Start of SUPPLIED DATA

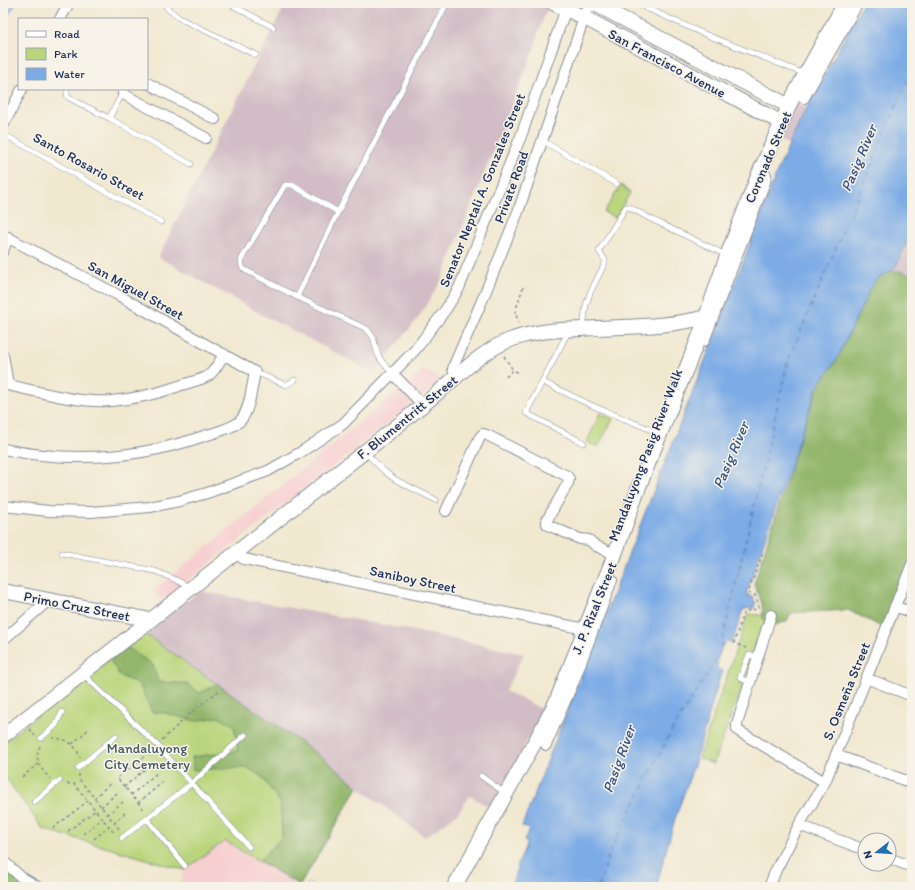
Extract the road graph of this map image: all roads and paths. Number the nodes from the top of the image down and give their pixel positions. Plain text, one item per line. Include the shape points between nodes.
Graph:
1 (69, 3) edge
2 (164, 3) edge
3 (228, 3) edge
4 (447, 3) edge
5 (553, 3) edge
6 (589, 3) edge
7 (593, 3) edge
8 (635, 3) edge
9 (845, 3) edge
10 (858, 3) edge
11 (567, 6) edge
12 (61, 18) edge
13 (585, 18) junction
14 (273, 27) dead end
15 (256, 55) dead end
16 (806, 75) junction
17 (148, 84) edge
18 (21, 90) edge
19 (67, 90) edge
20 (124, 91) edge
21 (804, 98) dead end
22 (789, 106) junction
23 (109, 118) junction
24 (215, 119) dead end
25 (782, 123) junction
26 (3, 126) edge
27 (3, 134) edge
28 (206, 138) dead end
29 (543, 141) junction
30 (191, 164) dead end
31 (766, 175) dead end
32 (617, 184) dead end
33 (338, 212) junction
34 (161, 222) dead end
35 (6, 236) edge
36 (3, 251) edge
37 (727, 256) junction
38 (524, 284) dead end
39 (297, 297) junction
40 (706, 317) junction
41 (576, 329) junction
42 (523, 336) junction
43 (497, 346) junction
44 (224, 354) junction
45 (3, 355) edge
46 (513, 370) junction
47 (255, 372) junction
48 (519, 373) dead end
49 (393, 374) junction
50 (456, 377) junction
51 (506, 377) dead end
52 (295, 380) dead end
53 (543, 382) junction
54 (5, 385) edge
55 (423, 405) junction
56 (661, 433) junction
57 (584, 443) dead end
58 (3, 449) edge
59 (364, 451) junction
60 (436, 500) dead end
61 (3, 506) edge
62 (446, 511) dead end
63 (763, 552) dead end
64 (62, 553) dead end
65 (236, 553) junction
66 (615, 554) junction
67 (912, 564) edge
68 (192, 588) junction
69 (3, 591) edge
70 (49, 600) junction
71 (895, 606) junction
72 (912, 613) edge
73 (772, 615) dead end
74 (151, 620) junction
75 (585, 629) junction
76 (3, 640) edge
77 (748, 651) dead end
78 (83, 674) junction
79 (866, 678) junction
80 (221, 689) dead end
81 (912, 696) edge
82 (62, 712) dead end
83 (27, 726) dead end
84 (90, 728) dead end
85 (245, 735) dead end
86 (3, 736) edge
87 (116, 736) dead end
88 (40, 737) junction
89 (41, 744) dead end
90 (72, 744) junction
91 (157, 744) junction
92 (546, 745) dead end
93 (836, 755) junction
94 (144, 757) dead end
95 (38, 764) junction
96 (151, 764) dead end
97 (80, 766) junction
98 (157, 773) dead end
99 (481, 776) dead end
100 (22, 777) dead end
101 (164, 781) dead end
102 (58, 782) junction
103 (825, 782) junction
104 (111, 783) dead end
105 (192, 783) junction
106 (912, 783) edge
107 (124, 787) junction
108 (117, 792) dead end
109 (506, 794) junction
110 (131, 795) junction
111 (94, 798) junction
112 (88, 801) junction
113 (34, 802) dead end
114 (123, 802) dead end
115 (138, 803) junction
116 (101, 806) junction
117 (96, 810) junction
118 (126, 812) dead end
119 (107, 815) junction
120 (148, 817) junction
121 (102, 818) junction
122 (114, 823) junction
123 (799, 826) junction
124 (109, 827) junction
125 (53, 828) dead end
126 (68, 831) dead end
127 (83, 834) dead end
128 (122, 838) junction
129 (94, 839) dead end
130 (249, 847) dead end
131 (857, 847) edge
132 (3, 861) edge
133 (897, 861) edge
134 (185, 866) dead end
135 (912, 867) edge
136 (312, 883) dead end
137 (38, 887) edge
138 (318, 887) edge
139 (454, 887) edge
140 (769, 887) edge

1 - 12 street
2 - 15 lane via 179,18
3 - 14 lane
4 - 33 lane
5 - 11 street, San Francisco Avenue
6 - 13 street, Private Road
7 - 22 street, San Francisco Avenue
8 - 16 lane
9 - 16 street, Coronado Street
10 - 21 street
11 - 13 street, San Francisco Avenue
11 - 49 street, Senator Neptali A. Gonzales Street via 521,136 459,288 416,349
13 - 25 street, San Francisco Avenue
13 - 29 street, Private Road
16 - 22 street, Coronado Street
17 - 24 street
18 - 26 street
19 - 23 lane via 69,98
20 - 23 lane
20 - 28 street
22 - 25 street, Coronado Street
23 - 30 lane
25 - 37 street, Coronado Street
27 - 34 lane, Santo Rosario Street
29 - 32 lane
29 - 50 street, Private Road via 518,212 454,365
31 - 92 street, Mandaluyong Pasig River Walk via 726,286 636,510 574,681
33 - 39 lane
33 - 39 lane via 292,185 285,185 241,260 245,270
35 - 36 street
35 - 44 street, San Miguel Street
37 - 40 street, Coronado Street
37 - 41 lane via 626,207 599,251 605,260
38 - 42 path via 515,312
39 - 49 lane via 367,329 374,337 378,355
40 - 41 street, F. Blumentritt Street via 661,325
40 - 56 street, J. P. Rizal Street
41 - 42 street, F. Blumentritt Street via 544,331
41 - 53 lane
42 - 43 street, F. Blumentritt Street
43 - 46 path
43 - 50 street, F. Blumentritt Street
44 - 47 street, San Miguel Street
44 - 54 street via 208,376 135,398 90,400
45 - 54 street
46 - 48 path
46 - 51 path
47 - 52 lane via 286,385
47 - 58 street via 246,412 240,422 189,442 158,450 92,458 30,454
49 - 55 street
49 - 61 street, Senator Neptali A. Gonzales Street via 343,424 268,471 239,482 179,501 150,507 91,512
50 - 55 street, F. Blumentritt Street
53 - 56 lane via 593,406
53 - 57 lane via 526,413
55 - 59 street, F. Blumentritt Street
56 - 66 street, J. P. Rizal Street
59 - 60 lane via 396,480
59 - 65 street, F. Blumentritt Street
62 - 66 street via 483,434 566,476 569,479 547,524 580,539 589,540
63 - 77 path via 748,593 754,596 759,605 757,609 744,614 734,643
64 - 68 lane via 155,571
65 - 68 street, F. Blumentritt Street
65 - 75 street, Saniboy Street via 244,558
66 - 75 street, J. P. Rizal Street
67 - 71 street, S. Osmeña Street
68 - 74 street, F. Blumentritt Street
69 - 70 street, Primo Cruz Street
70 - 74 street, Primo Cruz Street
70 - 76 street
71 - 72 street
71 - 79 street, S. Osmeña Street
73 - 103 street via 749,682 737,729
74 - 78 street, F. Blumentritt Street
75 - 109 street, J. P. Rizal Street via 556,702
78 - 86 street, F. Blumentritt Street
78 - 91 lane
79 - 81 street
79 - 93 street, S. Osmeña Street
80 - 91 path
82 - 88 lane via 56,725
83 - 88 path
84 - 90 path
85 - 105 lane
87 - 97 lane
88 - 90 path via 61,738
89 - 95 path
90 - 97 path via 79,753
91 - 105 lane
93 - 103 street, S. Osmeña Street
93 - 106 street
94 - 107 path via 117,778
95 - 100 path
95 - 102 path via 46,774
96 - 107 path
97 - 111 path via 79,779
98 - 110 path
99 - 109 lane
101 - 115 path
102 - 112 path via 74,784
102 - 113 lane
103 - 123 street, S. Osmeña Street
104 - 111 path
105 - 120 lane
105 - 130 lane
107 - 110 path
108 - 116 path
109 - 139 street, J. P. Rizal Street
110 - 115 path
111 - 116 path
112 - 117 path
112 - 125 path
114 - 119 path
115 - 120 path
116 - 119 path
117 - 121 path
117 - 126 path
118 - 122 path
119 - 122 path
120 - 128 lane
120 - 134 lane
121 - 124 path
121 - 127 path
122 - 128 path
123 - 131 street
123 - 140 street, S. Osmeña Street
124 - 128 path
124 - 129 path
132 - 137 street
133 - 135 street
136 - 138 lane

End of SUPPLIED DATA

WHAT IS BEING ASKED: Please count the lines in the records that contain "Coronado" and reply with the count alone.

FINISHED TASK: 5